What the Stock Market Really Thinks About the Economy - bdr
http://www.fivethirtyeight.com/2009/03/what-stock-market-really-thinks-about.html

======
jwb119
its hard to find something like this convincing when the "index" that is the
core of his argument is only taken back to 1998

------
JacobAldridge
We've been running a series of workshops [1] which include looking at stock
market information like this and applying it to the broader economy. The
principle is that because the market _"ought to reflect anticipated future
profits"_ of businesses it can be used to make some predictions about the
broader economy 6-12 months ahead.

Ie, if the market goes down, the economy will move down in 6-12 months. And
the market turning around will foretell a broader turnaround in 6-12 months.

One common mistake to be avoided [2], which the five points in this article
cover, is that not every sector and certainly not every business is tarred
with the same brush. I particularly like the example that investing in Wind
Power might help the economy while harming the Stock Market.

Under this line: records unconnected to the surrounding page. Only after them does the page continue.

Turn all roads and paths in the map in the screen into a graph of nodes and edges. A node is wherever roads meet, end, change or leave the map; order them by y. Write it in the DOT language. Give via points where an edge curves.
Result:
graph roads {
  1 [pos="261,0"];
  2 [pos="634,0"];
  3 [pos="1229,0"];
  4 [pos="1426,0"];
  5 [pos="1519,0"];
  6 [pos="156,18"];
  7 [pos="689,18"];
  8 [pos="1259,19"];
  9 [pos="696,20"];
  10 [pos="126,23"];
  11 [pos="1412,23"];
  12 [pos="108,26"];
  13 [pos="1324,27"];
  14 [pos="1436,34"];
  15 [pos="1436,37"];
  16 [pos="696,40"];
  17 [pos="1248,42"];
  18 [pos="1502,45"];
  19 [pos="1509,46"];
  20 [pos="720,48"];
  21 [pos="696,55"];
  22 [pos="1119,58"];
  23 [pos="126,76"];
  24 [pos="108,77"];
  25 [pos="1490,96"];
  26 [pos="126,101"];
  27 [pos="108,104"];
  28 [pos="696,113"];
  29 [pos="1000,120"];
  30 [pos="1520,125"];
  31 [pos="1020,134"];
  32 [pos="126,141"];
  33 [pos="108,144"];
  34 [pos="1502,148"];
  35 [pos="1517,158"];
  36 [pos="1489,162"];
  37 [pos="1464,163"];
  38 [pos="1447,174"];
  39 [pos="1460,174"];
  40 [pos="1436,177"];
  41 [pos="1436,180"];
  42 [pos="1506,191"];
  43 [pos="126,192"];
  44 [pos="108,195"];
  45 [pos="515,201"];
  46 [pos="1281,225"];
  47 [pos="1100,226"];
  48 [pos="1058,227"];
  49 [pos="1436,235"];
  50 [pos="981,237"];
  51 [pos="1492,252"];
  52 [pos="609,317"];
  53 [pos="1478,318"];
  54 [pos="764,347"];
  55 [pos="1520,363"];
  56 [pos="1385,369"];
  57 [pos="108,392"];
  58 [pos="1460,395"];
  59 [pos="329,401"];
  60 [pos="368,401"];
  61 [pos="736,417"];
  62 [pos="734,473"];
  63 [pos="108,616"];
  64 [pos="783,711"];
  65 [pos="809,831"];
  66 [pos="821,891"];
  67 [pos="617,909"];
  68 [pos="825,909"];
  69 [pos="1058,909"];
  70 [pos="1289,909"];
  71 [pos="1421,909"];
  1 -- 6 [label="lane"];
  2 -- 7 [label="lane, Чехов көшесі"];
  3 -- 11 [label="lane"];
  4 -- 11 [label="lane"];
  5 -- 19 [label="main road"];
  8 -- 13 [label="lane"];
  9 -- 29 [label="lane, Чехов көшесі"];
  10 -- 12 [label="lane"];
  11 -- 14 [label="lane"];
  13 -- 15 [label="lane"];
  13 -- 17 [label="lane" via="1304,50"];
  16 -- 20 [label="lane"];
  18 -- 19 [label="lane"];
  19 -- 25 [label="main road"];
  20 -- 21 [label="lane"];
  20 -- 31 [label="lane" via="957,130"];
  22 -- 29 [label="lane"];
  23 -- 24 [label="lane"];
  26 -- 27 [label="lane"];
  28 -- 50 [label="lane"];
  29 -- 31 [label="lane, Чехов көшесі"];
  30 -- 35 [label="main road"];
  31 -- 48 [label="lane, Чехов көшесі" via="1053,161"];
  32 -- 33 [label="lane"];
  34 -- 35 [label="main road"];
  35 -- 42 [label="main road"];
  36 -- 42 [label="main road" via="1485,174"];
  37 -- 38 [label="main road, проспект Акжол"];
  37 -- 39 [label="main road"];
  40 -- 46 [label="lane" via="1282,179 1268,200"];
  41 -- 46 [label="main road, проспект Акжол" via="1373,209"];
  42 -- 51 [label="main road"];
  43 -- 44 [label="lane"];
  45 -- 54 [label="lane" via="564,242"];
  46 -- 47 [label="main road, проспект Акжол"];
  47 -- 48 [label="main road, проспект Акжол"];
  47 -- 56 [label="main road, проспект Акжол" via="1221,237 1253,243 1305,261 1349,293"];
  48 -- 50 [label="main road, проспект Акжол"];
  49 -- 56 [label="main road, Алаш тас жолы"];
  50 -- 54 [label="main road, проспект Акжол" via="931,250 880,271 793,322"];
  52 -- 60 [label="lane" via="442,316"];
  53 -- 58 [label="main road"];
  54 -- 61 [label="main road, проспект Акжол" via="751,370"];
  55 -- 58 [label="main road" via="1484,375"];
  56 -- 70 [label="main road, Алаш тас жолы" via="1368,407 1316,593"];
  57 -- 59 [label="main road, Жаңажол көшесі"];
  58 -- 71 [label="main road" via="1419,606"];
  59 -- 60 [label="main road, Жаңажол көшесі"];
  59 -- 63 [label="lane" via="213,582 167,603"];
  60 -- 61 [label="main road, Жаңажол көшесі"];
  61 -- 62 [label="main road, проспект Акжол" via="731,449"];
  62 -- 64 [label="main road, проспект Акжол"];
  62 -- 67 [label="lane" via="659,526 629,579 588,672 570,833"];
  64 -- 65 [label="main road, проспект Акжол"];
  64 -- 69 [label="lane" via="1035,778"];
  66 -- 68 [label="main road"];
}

Just because broader things are down, doesn't mean you and your business have
to be.

[1] [http://www.shirlawsonline.com/events/257-thrive-not-
survive-...](http://www.shirlawsonline.com/events/257-thrive-not-survive-
workshops) [2]
[http://www.shirlawsonline.com/assets/0000/1868/The_Five_Mist...](http://www.shirlawsonline.com/assets/0000/1868/The_Five_Mistakes_of_a_Recession.pdf)

------
nav
This is a great post. there any many insightful articles out there, all of
them with insightful comments/theories. My personal opinion is that one should
wait for Q1 reports and base forward judgments of the market based on what
results and fundamental investment/market theories. The only thing the market
has taught me over the past 8 months is that media is ever-permeable and fear
mongering doesn't just exist in politics.